FAHY, Senior Circuit Judge,

dissenting:

The basic requirement that the rentals in the development projects involved *654shall be reasonable stems from section 207(b)(2) of the National Housing Act. The court accordingly holds in a companion case, Marshall v. Lynn, No. 71-1786, 162 U.S.App.D.C. -, 497 F.2d 643, that the tenants irt projects developed under section 221 of the Act, providing for low or moderate income housing, shall be afforded an opportunity through written statements to contest proposals for rental increases. Yet the court denies this opportunity to tenants in projects developed under section 220 of the Act, which have the purpose of rehabilitating blighted areas. The rentals in those projects are also required to be reasonable, and I find no legal basis for depriving their tenants of the same opportunity accorded tenants in projects developed under section 221. In both situations the reasonable standard of section 207(b)(2) is carried forward by regulations or agreed arrangements between the Administrator and the developer. The regulations or arrangements, as the case may be, are established under the authority granted to the Administrator, by section 220(d)(2) in a section 220 project, and by section 221(d) (3) in a section 221 project.

The distinction between the two situations drawn by the court, based on the difference in the purposes of the two types of projects, I think is not justified. In each instance the reasonable standard applies. What is reasonable in one case may be quite different from what is reasonable in the other, depending upon a number of factors, among them the ability to pay, but these different considerations must be judged, in their own settings, by the same prescribed standard of reasonableness. Therefore, as it seems to me, no legal distinction should be drawn which denies to one the opportunity granted to the other. Both are entitled to reasonable treatment with respect to their respective rentals.

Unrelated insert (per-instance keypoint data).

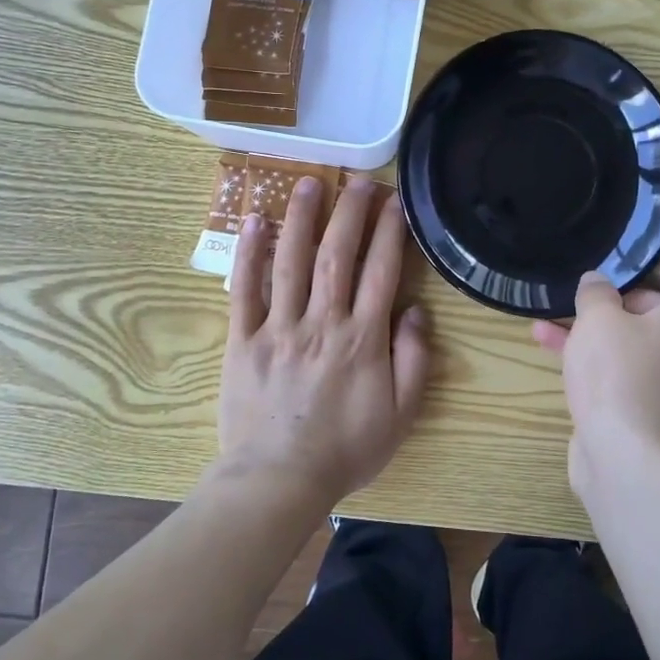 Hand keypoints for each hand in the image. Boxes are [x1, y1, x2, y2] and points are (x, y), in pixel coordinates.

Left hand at [220, 176, 430, 504]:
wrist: (279, 480)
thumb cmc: (346, 448)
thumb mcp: (401, 414)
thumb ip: (414, 360)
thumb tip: (415, 311)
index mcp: (363, 338)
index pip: (380, 271)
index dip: (389, 231)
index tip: (394, 200)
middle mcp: (323, 322)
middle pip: (336, 254)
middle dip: (349, 212)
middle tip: (357, 179)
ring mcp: (279, 327)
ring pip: (291, 261)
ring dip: (301, 218)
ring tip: (308, 183)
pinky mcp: (244, 339)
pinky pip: (245, 290)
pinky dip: (249, 254)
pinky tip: (255, 222)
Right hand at [532, 252, 659, 494]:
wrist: (623, 456)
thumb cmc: (618, 372)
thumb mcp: (599, 318)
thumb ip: (596, 293)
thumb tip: (597, 283)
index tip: (639, 255)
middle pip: (659, 313)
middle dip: (620, 298)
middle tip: (589, 291)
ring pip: (628, 344)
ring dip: (592, 329)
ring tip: (550, 316)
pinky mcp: (636, 410)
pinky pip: (613, 372)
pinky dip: (586, 357)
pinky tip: (546, 347) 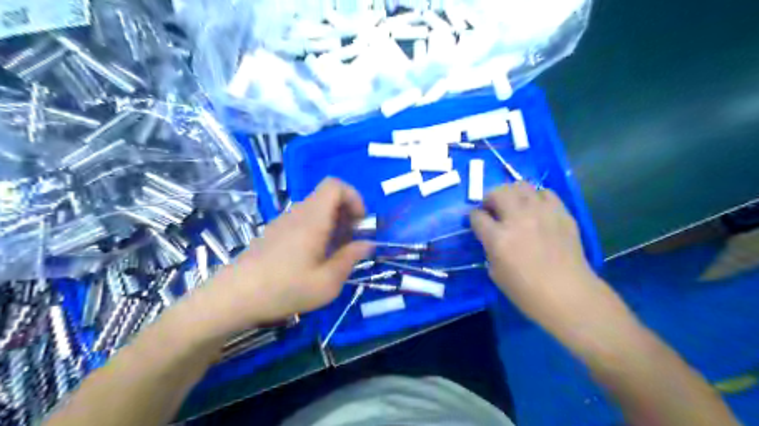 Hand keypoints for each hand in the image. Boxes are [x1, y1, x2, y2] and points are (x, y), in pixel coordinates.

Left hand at [189, 177, 372, 335]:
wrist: (233, 298)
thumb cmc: (284, 289)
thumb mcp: (327, 283)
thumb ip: (350, 259)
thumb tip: (367, 244)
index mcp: (313, 219)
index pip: (335, 185)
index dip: (354, 197)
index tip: (360, 223)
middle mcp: (297, 213)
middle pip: (327, 196)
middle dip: (347, 213)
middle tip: (351, 241)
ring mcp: (283, 221)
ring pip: (316, 209)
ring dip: (333, 223)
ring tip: (335, 252)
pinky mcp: (274, 232)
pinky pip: (303, 220)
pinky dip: (317, 229)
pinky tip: (313, 257)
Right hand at [474, 181, 608, 330]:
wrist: (568, 294)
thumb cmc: (526, 291)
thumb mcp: (495, 272)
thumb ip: (490, 248)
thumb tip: (491, 235)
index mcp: (498, 238)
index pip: (477, 216)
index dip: (473, 217)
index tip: (476, 221)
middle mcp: (518, 219)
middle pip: (498, 192)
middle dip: (490, 198)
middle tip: (493, 208)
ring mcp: (542, 213)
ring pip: (522, 186)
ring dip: (513, 194)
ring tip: (515, 205)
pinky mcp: (561, 213)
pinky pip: (546, 193)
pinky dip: (537, 198)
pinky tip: (537, 210) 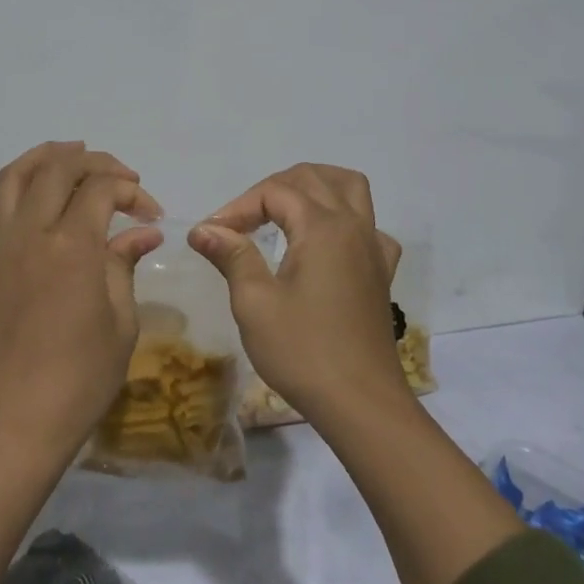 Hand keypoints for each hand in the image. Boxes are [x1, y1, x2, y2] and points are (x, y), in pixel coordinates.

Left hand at [0, 141, 162, 460]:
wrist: (19, 422)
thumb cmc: (82, 376)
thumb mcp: (120, 321)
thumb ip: (124, 264)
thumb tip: (143, 232)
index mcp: (72, 244)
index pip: (102, 189)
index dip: (130, 189)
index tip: (150, 212)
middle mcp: (31, 234)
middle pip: (58, 170)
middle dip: (93, 162)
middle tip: (118, 177)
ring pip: (10, 182)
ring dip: (37, 159)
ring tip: (61, 154)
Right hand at [189, 164, 404, 427]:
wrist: (362, 405)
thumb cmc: (303, 352)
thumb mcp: (254, 303)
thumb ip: (231, 256)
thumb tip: (203, 229)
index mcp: (322, 227)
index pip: (274, 192)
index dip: (237, 206)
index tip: (210, 234)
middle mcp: (352, 226)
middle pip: (312, 178)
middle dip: (271, 188)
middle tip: (241, 219)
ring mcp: (373, 248)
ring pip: (350, 189)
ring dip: (315, 186)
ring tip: (284, 207)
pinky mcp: (381, 272)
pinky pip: (369, 226)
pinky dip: (345, 219)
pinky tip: (327, 243) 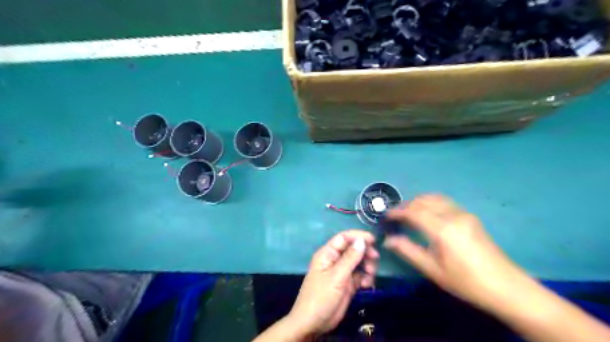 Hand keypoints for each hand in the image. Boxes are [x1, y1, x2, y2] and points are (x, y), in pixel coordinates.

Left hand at [288, 230, 379, 336]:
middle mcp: (335, 260)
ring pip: (359, 262)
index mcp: (328, 254)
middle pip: (353, 249)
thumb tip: (362, 240)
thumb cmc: (321, 296)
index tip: (373, 240)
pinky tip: (367, 285)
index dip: (358, 236)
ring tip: (370, 275)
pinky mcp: (348, 284)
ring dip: (368, 266)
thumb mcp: (336, 276)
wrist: (313, 324)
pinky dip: (366, 278)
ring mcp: (342, 272)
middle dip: (365, 252)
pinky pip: (361, 275)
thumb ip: (350, 258)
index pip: (343, 238)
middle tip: (375, 258)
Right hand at [382, 195, 527, 309]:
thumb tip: (388, 240)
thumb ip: (408, 251)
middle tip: (395, 216)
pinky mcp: (471, 217)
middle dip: (407, 205)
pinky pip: (445, 203)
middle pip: (424, 201)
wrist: (507, 288)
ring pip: (435, 198)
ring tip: (408, 214)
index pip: (414, 212)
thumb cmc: (466, 282)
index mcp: (442, 229)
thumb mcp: (433, 270)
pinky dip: (431, 203)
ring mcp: (464, 214)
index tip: (386, 216)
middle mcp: (453, 215)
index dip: (397, 212)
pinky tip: (427, 215)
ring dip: (419, 202) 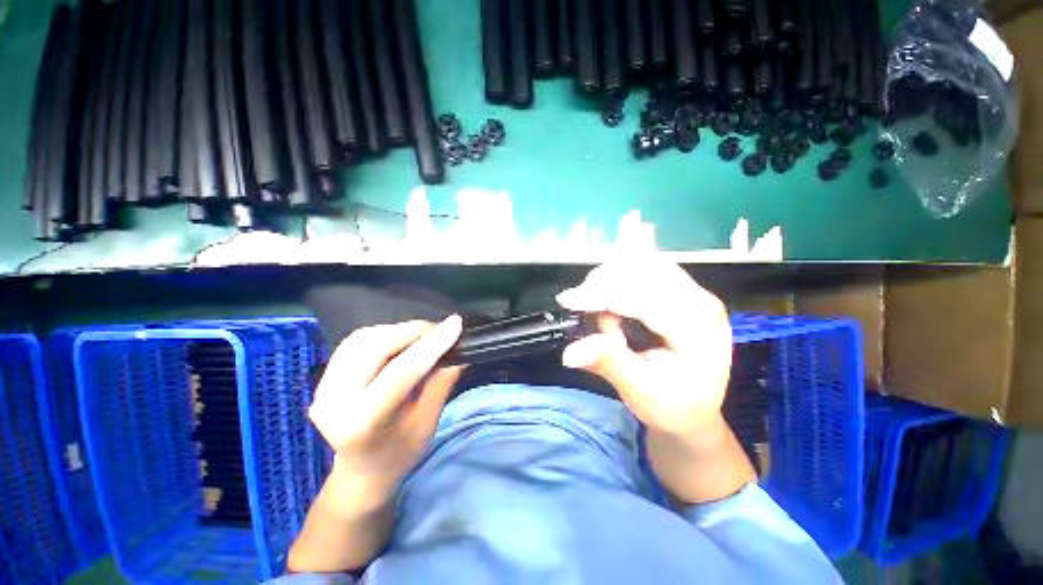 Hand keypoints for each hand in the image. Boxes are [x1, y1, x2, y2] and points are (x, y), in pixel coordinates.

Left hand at [309, 317, 463, 504]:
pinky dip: (384, 333)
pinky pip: (356, 341)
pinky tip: (401, 339)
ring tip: (424, 335)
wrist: (361, 471)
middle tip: (440, 330)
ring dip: (399, 330)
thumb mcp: (428, 423)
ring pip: (365, 338)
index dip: (431, 344)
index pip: (400, 372)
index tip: (456, 324)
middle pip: (377, 347)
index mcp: (362, 423)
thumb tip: (458, 350)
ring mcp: (323, 388)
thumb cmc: (400, 453)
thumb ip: (441, 382)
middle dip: (414, 331)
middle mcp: (334, 402)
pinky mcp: (323, 378)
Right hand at [556, 260, 732, 435]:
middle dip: (604, 285)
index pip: (644, 297)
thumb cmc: (673, 406)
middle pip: (644, 270)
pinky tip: (611, 302)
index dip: (602, 294)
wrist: (695, 409)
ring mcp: (692, 291)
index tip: (567, 300)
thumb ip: (609, 364)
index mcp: (698, 329)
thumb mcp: (641, 392)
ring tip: (601, 313)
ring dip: (610, 281)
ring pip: (641, 263)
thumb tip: (570, 353)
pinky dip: (618, 280)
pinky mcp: (679, 290)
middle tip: (582, 310)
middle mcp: (700, 301)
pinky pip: (642, 270) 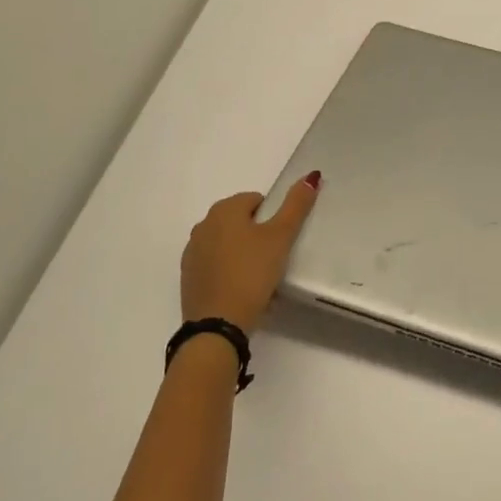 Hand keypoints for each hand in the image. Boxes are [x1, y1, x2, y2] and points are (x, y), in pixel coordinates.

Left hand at [180, 174, 319, 332]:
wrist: (218, 325)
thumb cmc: (252, 273)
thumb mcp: (281, 236)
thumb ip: (296, 204)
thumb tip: (312, 175)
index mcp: (224, 210)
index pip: (256, 200)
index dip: (273, 218)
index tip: (280, 241)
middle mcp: (203, 225)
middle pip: (241, 221)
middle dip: (258, 236)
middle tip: (273, 260)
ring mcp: (192, 252)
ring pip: (228, 244)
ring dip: (243, 254)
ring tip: (260, 278)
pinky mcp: (189, 278)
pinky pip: (216, 265)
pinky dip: (229, 271)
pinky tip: (242, 290)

While there is the need for assuring a fair return to the developer on his investment, it is not inconsistent with this need to permit tenants facing rental increases a limited amount of participation in the determination of their reasonableness. Even were the standard of reasonableness to be judged principally from the viewpoint of the need of the investor, those who pay rent should also be heard in some fashion by the public authorities. And those in more comfortable circumstances than others should not because of that be denied an opportunity to contest the reasonableness of their own rentals.